* [To do]: Once you have read the entries, please say how many lines hold the string "highway", giving the number only.

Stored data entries
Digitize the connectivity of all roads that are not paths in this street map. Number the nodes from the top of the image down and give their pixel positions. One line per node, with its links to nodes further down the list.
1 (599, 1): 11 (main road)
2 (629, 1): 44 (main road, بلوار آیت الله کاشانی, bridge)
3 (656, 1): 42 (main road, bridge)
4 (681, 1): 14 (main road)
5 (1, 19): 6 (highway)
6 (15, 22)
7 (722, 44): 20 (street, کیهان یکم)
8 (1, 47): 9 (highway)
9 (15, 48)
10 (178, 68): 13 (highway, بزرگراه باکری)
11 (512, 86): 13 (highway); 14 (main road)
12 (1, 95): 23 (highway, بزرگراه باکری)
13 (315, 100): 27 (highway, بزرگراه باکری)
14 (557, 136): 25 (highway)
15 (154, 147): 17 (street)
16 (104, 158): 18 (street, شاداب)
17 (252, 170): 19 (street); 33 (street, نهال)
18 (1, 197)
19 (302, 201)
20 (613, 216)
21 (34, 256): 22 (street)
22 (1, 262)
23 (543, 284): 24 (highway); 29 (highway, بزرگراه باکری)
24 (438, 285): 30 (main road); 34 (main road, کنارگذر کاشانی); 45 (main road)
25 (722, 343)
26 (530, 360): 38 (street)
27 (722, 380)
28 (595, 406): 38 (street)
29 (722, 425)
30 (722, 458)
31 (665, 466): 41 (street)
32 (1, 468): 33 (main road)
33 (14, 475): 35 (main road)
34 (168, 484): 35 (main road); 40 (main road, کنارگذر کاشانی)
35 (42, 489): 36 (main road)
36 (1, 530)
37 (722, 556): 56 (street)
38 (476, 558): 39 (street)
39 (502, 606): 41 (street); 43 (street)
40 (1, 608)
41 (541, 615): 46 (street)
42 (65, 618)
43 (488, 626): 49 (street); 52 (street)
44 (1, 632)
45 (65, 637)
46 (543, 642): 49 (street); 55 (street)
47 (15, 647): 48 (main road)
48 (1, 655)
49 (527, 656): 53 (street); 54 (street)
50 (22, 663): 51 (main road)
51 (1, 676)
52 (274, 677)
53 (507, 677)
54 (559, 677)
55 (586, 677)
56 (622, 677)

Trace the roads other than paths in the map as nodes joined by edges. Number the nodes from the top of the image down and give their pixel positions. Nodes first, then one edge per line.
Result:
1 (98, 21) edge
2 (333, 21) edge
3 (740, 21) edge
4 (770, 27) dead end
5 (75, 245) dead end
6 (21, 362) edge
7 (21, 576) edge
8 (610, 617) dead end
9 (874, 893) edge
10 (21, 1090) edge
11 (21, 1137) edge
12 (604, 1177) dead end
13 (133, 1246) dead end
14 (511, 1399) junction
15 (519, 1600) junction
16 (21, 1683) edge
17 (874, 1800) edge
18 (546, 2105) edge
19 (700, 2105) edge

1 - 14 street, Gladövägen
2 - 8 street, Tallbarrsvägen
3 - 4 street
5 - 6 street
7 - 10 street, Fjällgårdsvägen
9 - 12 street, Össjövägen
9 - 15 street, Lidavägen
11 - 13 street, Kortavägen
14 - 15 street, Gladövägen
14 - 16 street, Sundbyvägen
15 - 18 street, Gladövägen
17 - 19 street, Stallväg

* [Response area]: 8